▶ _WHAT THE EXERCISE ASKS_
Read through the lines below and copy the ones holding the string "Jacques".

........

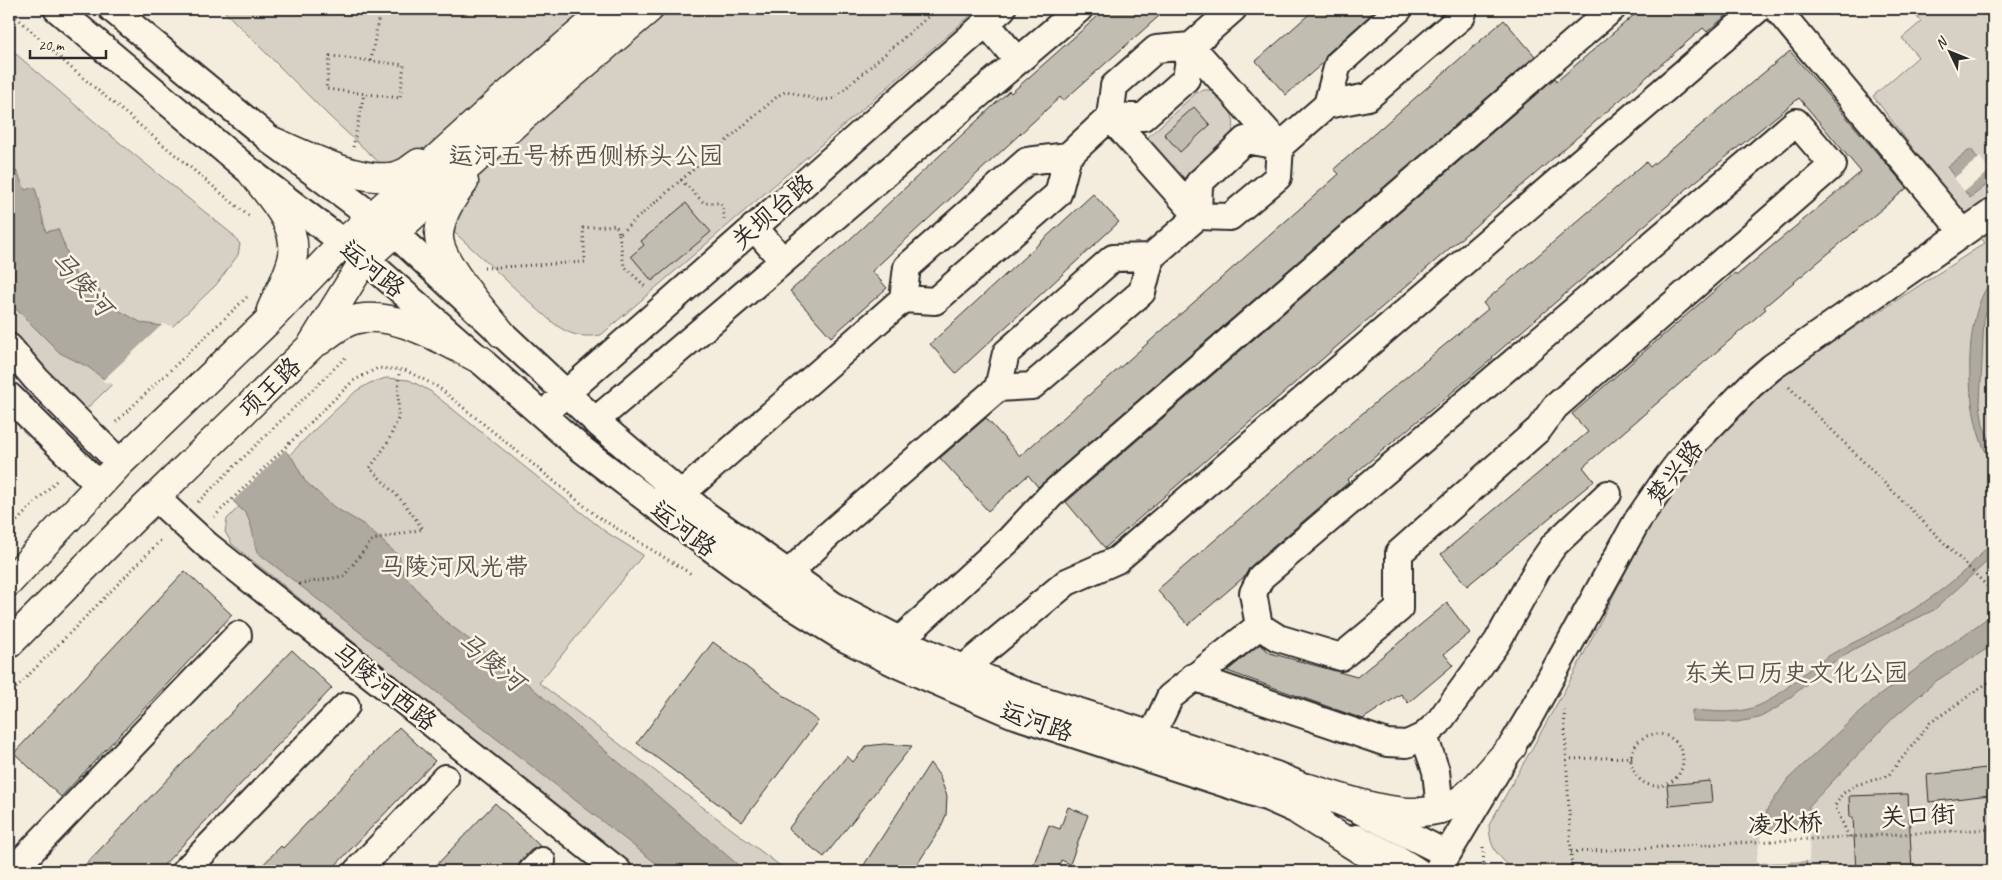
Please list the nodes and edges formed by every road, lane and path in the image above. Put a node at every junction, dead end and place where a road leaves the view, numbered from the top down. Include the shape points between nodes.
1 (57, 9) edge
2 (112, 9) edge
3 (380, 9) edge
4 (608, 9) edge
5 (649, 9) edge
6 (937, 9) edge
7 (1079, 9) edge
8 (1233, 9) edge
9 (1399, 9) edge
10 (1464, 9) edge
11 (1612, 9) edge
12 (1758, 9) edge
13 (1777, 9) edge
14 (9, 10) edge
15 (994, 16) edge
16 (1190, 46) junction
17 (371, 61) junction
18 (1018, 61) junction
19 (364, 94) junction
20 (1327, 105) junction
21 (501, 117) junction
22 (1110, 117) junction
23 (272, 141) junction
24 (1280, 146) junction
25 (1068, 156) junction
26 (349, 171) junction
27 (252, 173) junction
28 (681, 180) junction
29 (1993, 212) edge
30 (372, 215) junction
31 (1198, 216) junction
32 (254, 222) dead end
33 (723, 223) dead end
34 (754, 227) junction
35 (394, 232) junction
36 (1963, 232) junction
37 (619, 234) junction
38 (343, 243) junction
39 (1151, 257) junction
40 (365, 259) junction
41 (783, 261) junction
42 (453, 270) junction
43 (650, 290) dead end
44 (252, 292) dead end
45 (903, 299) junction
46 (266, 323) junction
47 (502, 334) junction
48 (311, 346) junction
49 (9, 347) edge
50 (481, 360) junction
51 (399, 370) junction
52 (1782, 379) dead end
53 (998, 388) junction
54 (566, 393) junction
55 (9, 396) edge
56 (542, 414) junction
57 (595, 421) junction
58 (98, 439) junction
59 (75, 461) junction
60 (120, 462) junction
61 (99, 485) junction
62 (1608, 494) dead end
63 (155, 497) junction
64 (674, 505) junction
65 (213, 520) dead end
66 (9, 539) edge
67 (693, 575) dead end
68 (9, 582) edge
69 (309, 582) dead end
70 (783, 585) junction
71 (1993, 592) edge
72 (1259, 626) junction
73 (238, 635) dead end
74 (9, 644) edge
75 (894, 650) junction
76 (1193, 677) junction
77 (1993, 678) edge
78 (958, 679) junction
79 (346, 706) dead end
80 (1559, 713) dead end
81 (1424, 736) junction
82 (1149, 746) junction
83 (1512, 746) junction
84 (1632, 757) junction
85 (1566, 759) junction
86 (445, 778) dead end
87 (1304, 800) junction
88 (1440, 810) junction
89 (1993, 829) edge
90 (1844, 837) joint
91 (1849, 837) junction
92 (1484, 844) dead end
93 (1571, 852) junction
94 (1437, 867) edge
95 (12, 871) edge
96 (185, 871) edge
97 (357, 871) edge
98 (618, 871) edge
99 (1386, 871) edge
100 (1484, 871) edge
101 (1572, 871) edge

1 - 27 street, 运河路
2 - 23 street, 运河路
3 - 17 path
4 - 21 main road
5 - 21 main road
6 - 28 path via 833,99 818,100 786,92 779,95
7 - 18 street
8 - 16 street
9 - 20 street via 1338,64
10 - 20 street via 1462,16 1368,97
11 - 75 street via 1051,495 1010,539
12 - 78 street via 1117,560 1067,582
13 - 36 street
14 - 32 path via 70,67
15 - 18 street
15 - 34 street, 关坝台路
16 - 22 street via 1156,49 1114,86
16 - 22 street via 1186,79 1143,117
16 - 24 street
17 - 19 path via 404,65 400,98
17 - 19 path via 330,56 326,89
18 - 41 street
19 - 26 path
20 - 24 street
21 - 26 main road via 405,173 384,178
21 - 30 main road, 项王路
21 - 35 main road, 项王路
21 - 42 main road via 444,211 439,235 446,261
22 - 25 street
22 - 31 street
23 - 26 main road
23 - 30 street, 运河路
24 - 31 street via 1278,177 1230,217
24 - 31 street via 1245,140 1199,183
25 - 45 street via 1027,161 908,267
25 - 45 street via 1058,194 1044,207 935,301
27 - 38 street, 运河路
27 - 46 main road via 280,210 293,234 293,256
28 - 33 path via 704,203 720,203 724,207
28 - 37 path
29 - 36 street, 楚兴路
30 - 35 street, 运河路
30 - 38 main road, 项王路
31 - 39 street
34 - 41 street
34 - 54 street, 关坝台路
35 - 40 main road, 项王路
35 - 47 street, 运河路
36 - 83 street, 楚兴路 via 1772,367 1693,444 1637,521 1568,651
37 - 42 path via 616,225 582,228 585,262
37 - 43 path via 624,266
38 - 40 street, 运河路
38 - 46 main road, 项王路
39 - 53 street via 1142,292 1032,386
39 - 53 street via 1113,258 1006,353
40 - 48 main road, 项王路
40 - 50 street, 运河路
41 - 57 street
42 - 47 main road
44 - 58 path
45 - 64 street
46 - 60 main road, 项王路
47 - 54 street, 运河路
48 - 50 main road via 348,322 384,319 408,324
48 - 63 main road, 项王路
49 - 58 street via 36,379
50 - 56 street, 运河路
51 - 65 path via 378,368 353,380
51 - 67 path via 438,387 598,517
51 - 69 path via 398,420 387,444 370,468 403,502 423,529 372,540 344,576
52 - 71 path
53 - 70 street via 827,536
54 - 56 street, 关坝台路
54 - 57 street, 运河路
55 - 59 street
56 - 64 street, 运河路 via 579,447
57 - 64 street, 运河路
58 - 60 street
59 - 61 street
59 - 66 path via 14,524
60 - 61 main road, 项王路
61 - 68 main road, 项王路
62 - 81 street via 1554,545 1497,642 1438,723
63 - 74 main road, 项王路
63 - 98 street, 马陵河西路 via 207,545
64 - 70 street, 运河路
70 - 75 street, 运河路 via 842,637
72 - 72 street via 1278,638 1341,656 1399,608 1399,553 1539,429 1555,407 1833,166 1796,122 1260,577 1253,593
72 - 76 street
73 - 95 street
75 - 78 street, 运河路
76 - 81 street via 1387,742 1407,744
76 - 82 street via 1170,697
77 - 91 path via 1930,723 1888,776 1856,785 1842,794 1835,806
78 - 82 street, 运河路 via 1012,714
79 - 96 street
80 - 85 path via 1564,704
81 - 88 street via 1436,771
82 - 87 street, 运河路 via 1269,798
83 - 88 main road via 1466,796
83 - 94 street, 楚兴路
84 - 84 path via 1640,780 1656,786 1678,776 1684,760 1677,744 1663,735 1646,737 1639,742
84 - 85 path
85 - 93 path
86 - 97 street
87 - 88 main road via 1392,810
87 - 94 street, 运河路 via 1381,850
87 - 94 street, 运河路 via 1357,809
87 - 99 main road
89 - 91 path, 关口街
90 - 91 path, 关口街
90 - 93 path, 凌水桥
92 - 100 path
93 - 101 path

........

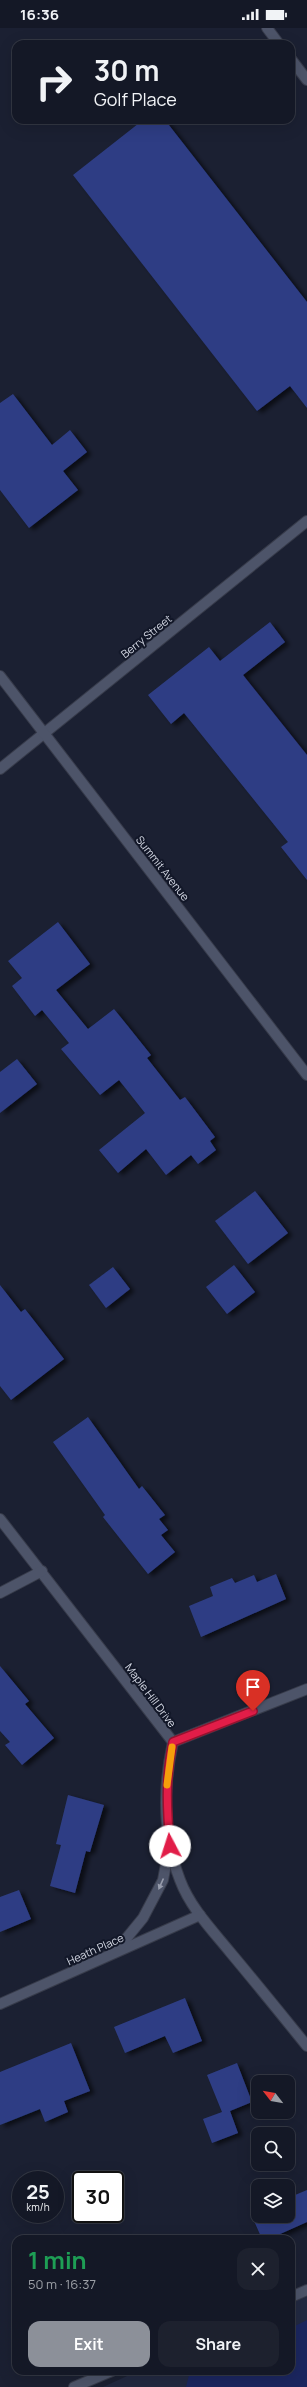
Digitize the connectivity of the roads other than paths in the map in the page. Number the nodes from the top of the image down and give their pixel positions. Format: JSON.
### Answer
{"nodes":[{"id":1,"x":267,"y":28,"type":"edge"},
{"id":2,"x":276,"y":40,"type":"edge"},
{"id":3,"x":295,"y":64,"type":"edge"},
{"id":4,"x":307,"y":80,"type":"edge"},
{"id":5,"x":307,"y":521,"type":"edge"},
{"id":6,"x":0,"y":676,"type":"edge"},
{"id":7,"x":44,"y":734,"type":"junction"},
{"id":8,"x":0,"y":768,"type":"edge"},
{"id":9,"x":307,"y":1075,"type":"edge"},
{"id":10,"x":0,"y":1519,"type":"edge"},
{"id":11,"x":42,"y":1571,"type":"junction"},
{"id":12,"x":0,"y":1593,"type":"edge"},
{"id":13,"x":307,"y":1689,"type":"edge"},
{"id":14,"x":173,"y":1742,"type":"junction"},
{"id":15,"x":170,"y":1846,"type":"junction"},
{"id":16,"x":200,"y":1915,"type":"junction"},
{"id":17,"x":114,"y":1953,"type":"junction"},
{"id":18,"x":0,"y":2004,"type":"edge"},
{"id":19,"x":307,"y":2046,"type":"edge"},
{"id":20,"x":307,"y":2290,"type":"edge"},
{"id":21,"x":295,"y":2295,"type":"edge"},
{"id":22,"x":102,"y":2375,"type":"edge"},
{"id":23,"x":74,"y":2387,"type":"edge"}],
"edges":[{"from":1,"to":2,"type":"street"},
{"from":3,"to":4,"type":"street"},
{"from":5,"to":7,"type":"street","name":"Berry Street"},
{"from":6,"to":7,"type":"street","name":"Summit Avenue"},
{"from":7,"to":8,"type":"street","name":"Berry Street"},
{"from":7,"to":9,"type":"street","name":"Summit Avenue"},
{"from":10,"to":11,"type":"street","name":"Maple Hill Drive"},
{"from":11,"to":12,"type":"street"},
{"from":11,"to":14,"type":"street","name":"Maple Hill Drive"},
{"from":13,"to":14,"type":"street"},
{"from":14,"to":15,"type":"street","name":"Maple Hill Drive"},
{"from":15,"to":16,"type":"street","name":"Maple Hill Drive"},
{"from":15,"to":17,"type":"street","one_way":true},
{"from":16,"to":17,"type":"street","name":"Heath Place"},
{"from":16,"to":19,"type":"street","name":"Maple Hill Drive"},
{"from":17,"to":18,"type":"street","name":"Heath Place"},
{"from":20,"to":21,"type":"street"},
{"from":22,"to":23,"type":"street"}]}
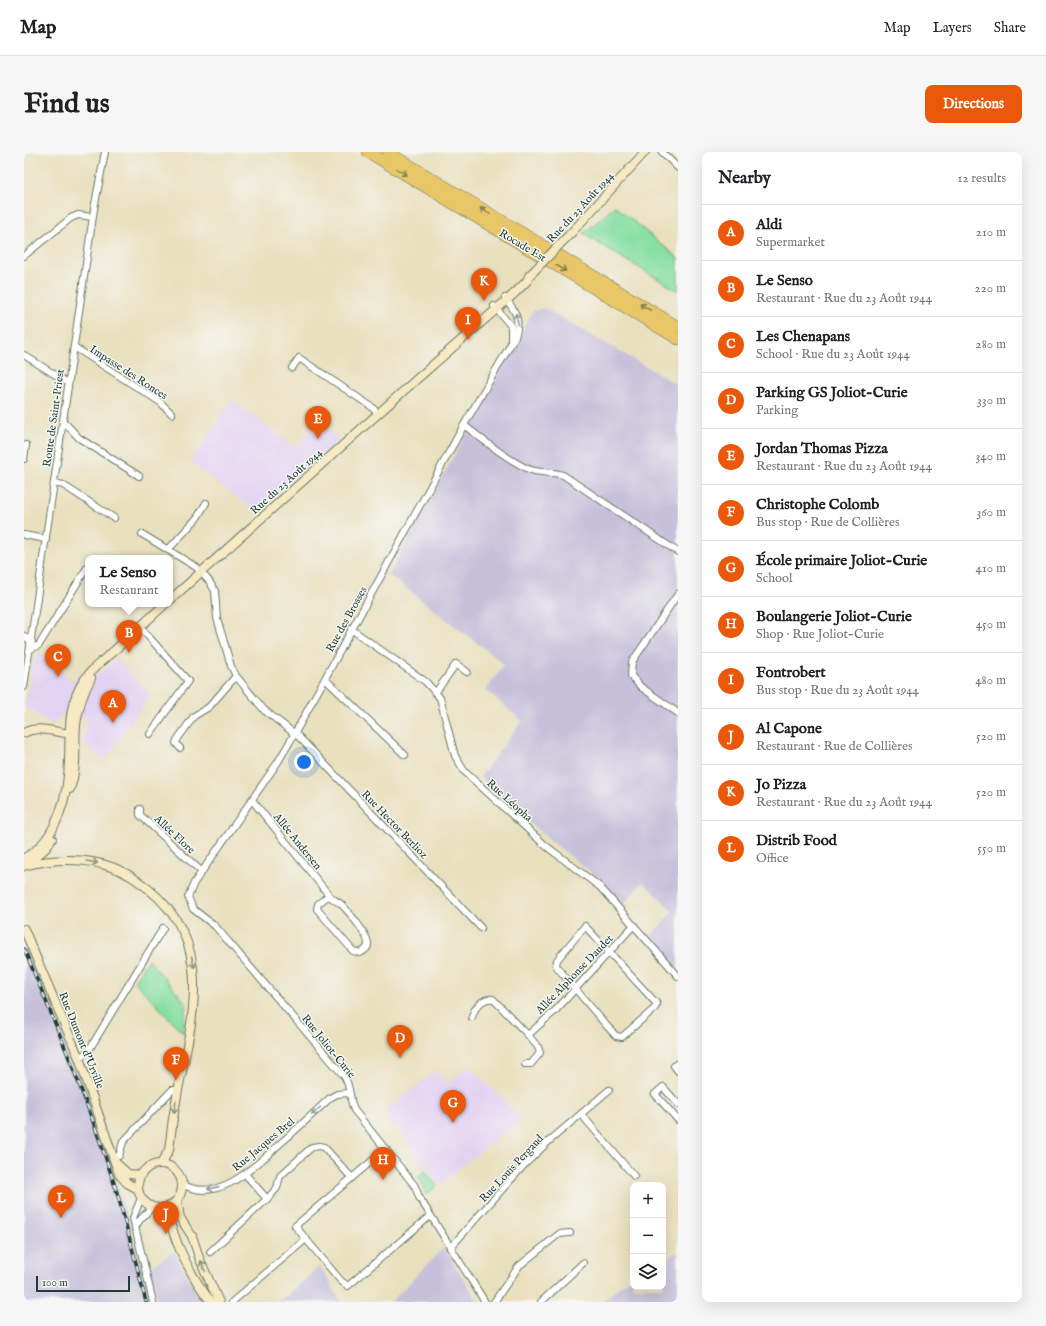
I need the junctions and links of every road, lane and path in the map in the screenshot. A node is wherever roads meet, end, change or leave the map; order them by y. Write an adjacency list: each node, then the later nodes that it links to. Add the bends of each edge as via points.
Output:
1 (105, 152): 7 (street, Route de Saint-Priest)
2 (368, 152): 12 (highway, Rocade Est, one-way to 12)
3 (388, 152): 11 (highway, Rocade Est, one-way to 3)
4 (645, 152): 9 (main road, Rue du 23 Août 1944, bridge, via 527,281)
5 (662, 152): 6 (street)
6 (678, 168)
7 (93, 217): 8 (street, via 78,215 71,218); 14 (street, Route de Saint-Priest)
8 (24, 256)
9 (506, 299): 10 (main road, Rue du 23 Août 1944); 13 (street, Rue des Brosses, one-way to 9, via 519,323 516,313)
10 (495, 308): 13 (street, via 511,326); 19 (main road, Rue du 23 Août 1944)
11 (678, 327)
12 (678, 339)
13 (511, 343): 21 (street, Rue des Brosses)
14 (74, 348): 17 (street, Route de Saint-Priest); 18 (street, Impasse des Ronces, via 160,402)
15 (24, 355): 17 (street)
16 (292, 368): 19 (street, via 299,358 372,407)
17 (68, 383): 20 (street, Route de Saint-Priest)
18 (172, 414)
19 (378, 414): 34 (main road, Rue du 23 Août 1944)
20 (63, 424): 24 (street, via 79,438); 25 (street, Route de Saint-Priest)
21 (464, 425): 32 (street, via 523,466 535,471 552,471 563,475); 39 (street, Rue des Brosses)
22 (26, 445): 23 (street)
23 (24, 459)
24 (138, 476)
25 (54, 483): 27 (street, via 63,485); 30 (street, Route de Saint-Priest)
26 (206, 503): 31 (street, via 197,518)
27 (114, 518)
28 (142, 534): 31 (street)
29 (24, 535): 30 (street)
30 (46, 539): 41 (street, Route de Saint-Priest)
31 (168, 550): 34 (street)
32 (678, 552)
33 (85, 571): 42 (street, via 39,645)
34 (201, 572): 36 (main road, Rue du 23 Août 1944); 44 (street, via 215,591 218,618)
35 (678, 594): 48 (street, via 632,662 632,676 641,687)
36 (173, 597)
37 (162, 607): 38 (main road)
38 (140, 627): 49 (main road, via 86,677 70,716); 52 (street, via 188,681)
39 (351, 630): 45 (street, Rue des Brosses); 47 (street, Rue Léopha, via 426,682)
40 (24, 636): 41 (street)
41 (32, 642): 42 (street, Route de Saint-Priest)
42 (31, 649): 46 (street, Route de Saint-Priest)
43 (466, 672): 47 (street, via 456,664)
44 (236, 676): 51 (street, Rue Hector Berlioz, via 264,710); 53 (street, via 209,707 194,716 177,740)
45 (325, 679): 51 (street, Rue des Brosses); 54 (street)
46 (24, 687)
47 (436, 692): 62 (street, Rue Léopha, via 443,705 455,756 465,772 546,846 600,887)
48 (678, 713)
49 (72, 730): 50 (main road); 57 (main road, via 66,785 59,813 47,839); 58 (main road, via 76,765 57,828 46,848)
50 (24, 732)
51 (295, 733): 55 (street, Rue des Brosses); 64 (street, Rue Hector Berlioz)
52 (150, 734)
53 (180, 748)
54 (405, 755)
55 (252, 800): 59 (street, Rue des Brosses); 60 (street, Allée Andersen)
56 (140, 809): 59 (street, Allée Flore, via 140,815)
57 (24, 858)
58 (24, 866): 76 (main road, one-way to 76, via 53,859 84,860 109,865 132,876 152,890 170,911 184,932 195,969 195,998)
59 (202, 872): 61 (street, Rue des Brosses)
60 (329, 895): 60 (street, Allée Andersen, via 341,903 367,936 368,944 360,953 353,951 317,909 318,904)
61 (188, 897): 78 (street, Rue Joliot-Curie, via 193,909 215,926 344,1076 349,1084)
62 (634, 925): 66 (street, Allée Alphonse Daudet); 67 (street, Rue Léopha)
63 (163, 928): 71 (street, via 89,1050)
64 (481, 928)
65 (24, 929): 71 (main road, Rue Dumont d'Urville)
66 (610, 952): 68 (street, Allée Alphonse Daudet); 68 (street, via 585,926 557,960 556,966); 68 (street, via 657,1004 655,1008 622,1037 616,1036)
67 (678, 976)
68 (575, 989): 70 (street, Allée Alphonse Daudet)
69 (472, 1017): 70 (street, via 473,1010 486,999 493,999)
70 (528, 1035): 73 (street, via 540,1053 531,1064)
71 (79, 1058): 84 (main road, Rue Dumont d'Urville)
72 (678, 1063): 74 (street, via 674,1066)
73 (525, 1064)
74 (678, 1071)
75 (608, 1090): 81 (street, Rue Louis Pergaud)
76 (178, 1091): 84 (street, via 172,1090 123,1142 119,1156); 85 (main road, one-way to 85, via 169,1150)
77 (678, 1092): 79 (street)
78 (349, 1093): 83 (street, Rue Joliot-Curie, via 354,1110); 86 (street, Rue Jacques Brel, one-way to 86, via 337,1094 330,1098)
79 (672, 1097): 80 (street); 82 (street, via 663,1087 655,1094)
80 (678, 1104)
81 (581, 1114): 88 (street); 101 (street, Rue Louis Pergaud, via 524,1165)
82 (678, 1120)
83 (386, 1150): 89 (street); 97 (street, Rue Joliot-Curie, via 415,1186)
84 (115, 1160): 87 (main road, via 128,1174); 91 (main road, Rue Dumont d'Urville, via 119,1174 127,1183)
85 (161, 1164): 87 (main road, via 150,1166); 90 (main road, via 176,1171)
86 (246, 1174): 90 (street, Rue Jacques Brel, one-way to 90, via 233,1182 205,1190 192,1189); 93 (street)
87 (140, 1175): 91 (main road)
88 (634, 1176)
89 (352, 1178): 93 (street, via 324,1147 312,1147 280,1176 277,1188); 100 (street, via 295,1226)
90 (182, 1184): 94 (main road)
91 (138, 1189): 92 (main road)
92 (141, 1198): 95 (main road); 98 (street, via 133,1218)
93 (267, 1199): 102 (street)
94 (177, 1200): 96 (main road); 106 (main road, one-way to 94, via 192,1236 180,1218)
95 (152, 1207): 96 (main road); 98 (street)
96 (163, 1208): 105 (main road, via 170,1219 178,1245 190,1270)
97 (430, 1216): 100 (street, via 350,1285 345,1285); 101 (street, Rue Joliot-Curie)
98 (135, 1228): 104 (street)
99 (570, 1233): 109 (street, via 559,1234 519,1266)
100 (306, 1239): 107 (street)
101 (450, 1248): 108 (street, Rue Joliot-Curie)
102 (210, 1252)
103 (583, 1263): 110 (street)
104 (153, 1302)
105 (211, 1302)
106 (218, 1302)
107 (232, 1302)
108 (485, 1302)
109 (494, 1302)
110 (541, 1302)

........

▶ _SOLUTION FOR THIS PROBLEM_
78 (349, 1093): 83 (street, Rue Joliot-Curie, via 354,1110); 86 (street, Rue Jacques Brel, one-way to 86, via 337,1094 330,1098)
86 (246, 1174): 90 (street, Rue Jacques Brel, one-way to 90, via 233,1182 205,1190 192,1189); 93 (street)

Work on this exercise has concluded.